The PC game isn't intended to change the single-player campaign in the slightest, so the challenges aren't creative, but technical. The first major hurdle has been to port the game engine to run on a PC. Although many think of the Xbox as a modified PC, Pitchford notes that the Nvidia graphics chip in the console is highly specialized, and since Halo was a first generation Xbox game, it doesn't deal with the hardware as elegantly as it could have.

Pitchford said that the project is about 40 percent done, much of which includes a successful port of the graphics engine. The port required Gearbox to move to supporting DirectX 9 and completely rewrite all the pixel shader effects. Part of what that rewrite means is that the PC game will have some enhanced effects for PCs with the latest graphics cards--Pitchford mentioned that Nvidia was helping with optimizations for the GeForce FX--that are more capable than the Xbox hardware.
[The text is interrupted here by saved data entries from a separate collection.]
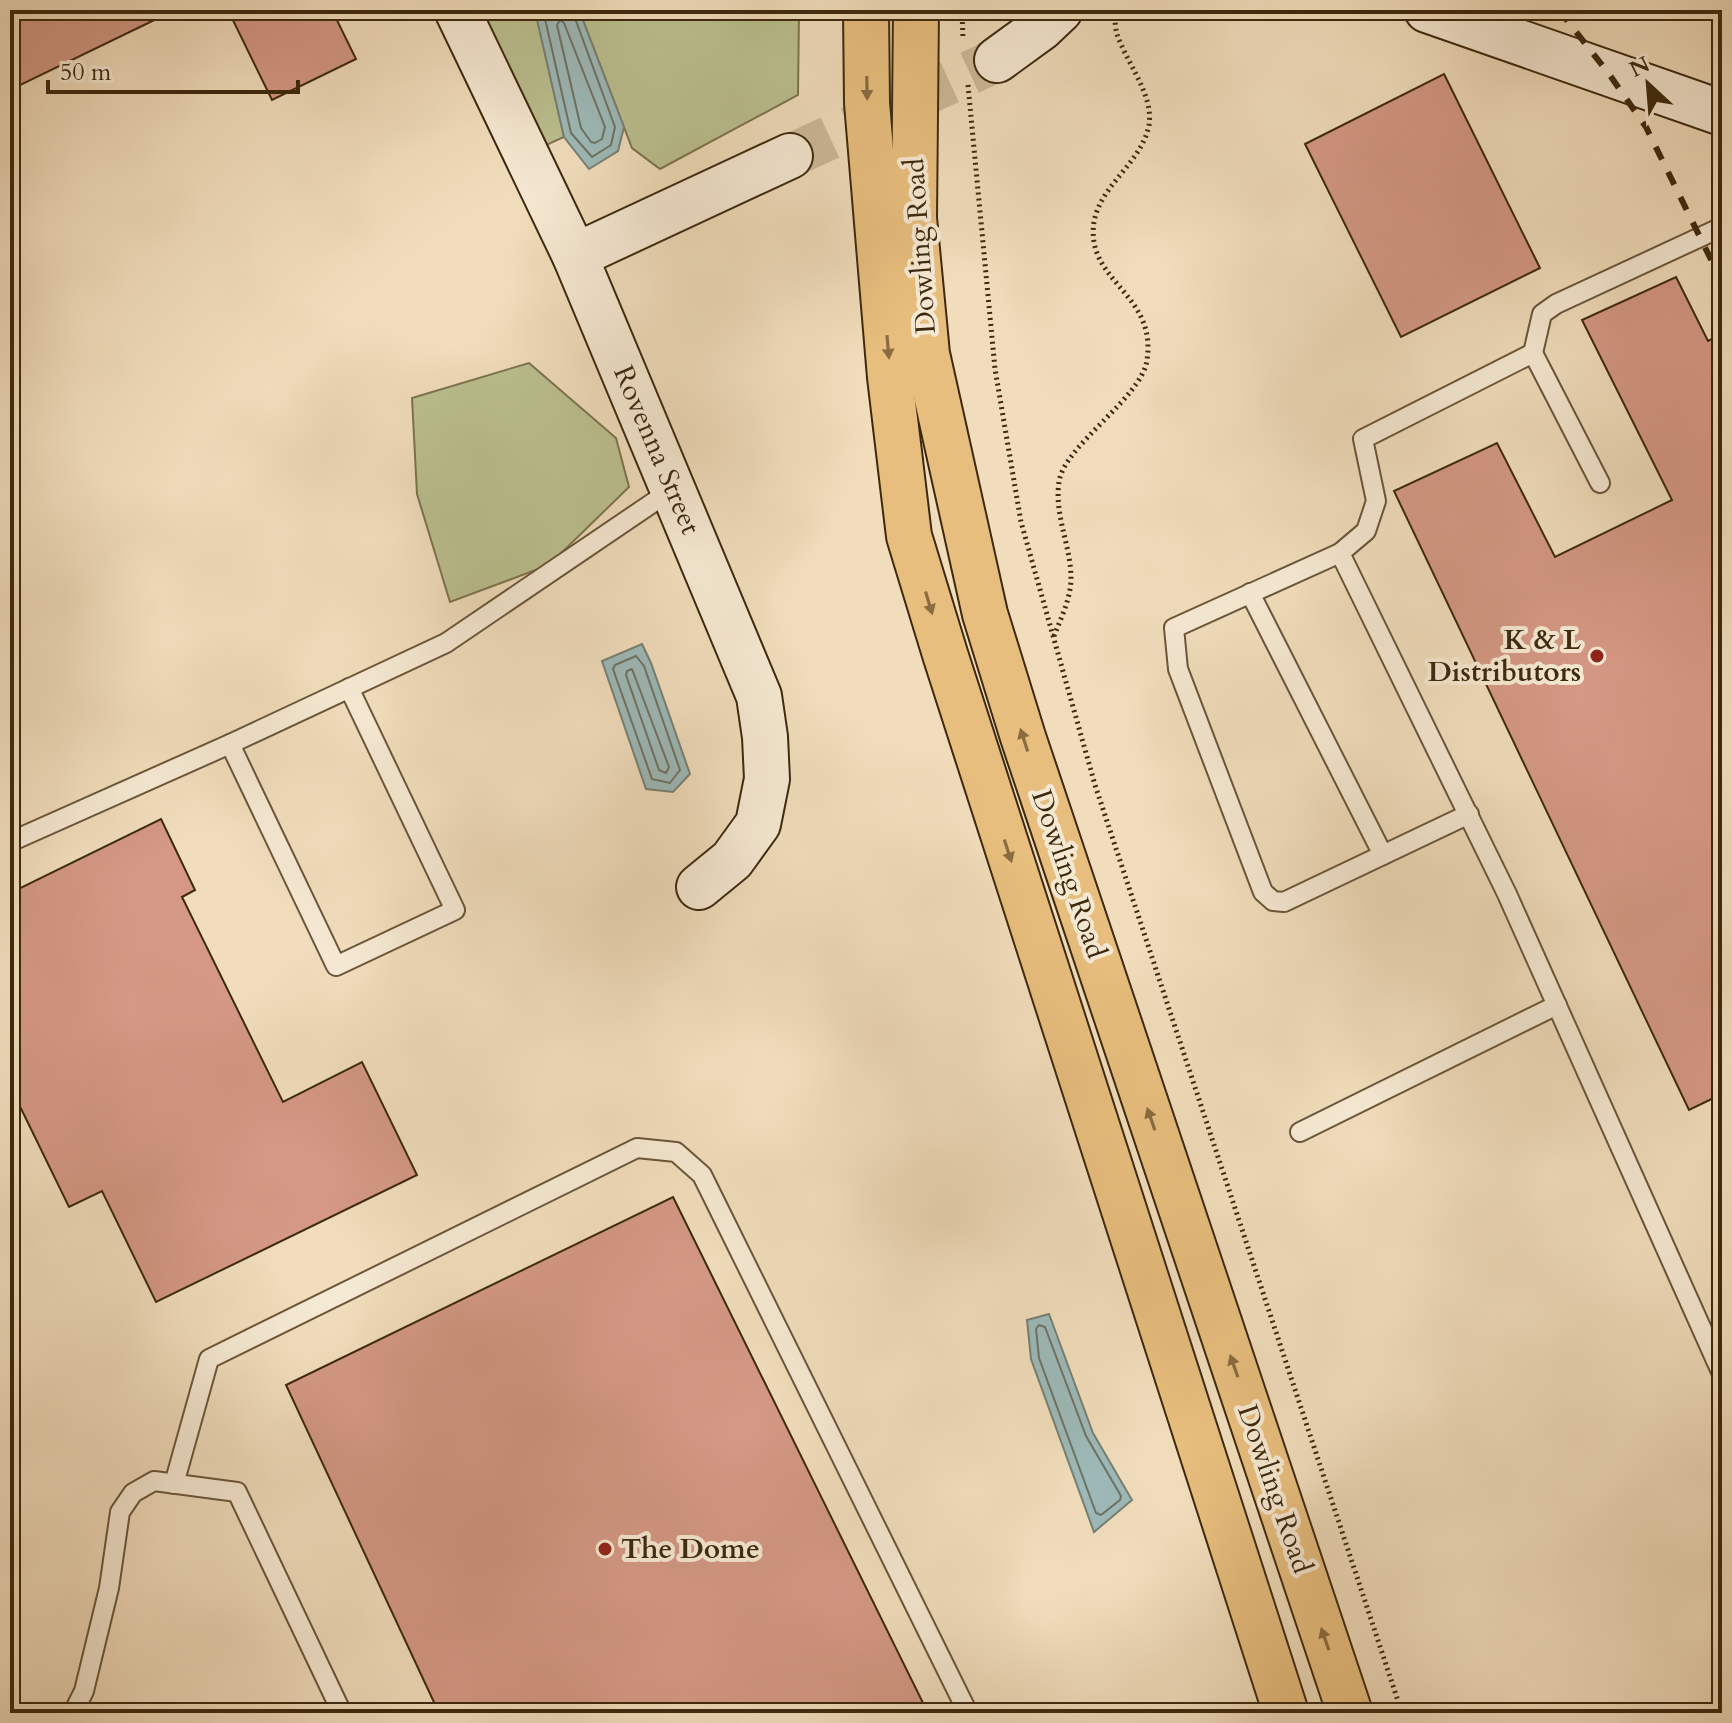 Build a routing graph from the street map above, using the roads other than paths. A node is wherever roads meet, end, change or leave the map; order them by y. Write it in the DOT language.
graph roads {
  1 [pos="457,10"];
  2 [pos="866,10"];
  3 [pos="916,10"];
  4 [pos="1060,10"];
  5 [pos="1427,10"];
  6 [pos="976,63"];
  7 [pos="1722,113"];
  8 [pos="790,156"];
  9 [pos="1722,227"];
  10 [pos="575,256"];
  11 [pos="1533,353"];
  12 [pos="1600,483"];
  13 [pos="673,489"];
  14 [pos="1340,553"];
  15 [pos="1250,593"];
  16 [pos="349,688"];
  17 [pos="230,744"];
  18 [pos="1469,814"];
  19 [pos="10,842"];
  20 [pos="1383,855"];
  21 [pos="699,887"];
  22 [pos="1557,1005"];
  23 [pos="1300,1132"];
  24 [pos="1722,1374"];
  25 [pos="174,1484"];
  26 [pos="73,1713"];
  27 [pos="342,1713"];
  28 [pos="968,1713"];
  29 [pos="1286,1713"];
  30 [pos="1350,1713"];
  1 -- 10 [label="street, Rovenna Street"];
  2 -- 29 [label="main road, Dowling Road, one-way"];
  30 -- 3 [label="main road, Dowling Road, one-way"];
  4 -- 6 [label="street"];
  5 -- 7 [label="street"];
  8 -- 10 [label="street"];
  9 -- 11 [label="lane"];
  10 -- 13 [label="street, Rovenna Street"];
  11 -- 12 [label="lane"];
  11 -- 14 [label="lane"];
  13 -- 16 [label="lane"];
  13 -- 21 [label="street, Rovenna Street"];
  14 -- 15 [label="lane"];
  14 -- 18 [label="lane"];
  15 -- 20 [label="lane"];
  15 -- 20 [label="lane"];
  16 -- 17 [label="lane"];
  16 -- 17 [label="lane"];
  17 -- 19 [label="lane"];
  18 -- 20 [label="lane"];
  18 -- 22 [label="lane"];
  22 -- 23 [label="lane"];
  22 -- 24 [label="lane"];
  25 -- 26 [label="lane"];
  25 -- 27 [label="lane"];
  25 -- 28 [label="lane"];
}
The game will also support cards down to the GeForce2 MX, and that has required designing some alternate effects. In particular, the flashlight effect had to be redone for low-end cards in order to keep the gameplay intact.

Gearbox is still planning its approach to the project's second major hurdle: support for Internet multiplayer. The Xbox game can handle up to 16 players in multiplayer, but only when four Xboxes are connected on a local network. The nature of the Internet means that action games with online multiplayer have to be designed to work with varying degrees of latency. However, the Xbox game's networking code sends data synchronously, which is only practical on a LAN. As a result, Gearbox has had to completely rip out the networking code and start from scratch.

Gearbox's creative focus is on the multiplayer, and the developer plans to include new maps, and may also add weapons and vehicles. It makes sense to design new maps considering that the PC game will more often be played with larger numbers of players in a server. It's likely to support 32 players per server. Pitchford mused that it might be possible to release a mod pack that would allow fans to create new levels for Halo, but said it's too early to tell. For various reasons, it's unlikely that PC and Xbox players will ever face each other in the game.

The PC version will feature a faithful port of Halo's acclaimed story-based campaign that won't be changed in any substantive way. However, conventional mouse and keyboard controls give PC players an advantage that would make the game too easy if the difficulty settings weren't rebalanced somewhat. Pitchford mentioned that the harder settings might need the most tweaking, since the legendary difficulty should still be terrifically hard. Bungie is working closely with Gearbox and has provided some insight on how to maintain the game's balance.

Gearbox has been involved with a number of smaller projects and conversions in the last year, including the PC versions of Xbox and Xbox . According to Pitchford, this is a part of the studio's long-term strategy as it's been "gearing up for primetime," referring to a major unannounced game project. He mentioned that only 25 percent of Gearbox's staff is working on Halo. Nonetheless, the game is undoubtedly important for the studio, and Pitchford says it's scheduled to be out in the middle of next year.